Exercise requirements: Look for the word "button" in the material below. Copy each line that has it.

Source data:
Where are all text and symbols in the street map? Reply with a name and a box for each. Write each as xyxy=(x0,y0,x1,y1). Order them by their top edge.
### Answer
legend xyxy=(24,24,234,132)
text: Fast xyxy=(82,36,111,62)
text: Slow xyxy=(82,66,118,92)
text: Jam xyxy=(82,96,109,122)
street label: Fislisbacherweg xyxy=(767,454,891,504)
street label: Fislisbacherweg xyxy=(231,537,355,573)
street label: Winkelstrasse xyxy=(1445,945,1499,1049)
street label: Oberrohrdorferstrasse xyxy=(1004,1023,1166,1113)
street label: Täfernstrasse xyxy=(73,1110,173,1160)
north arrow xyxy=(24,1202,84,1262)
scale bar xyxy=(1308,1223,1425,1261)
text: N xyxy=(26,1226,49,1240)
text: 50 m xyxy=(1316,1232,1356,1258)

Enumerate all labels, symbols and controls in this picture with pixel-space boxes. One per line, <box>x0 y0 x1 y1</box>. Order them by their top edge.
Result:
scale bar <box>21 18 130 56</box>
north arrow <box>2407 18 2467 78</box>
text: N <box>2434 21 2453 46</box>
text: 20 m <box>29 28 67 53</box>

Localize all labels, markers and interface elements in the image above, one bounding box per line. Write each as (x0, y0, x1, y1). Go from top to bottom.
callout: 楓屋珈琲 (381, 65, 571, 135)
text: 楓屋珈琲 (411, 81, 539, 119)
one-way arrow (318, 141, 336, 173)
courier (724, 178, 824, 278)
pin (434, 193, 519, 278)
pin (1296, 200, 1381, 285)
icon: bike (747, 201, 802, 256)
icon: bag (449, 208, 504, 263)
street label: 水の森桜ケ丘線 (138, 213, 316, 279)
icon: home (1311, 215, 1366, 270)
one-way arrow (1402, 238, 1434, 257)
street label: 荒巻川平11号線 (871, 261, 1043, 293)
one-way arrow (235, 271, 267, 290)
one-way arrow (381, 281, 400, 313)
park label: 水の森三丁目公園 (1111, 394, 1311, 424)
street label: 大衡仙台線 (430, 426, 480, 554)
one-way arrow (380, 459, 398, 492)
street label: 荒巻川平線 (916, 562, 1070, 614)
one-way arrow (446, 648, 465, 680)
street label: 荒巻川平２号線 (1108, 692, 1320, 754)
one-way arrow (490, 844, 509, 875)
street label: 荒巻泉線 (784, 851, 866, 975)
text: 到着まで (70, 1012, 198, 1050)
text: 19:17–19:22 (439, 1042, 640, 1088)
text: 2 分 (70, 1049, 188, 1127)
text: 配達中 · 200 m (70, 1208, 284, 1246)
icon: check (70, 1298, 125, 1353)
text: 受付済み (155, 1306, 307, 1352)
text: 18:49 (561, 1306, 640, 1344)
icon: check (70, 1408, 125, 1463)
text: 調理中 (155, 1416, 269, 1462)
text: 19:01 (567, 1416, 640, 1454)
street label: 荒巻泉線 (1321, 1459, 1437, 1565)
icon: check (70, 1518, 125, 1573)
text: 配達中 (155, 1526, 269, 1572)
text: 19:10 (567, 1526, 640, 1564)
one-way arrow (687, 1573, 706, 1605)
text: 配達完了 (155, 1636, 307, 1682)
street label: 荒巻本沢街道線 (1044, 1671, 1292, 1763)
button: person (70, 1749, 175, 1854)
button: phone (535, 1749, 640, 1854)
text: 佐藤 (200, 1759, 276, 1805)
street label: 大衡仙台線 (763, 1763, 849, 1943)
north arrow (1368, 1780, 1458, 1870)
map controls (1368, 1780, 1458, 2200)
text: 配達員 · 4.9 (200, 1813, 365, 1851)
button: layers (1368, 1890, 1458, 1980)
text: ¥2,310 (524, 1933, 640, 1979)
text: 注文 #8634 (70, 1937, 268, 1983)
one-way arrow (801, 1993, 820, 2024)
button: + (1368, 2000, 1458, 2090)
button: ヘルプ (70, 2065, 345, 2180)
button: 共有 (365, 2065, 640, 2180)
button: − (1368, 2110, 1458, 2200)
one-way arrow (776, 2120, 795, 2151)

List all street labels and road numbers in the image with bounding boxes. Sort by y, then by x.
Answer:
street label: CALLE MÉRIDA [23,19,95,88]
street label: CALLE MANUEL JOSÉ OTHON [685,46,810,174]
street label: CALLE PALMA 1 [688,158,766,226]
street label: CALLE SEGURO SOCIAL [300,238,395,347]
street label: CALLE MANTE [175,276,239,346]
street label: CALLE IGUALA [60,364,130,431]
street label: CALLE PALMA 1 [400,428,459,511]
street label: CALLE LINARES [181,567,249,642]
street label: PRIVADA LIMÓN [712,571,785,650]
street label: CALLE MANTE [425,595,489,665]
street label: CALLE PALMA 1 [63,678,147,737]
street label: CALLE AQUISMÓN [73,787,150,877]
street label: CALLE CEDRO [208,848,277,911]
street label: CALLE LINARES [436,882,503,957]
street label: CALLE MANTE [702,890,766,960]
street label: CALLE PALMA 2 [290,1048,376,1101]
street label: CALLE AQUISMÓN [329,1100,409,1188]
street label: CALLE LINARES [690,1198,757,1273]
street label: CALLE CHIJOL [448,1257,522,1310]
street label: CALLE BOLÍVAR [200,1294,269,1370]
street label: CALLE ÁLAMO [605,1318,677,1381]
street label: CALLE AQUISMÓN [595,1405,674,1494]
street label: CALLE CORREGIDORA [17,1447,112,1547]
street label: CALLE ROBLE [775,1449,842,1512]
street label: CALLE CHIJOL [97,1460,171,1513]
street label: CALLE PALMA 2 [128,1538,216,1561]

Exercise answer:
button: person (70, 1749, 175, 1854)
button: phone (535, 1749, 640, 1854)
button: layers (1368, 1890, 1458, 1980)
button: + (1368, 2000, 1458, 2090)
button: ヘルプ (70, 2065, 345, 2180)
button: 共有 (365, 2065, 640, 2180)
button: − (1368, 2110, 1458, 2200)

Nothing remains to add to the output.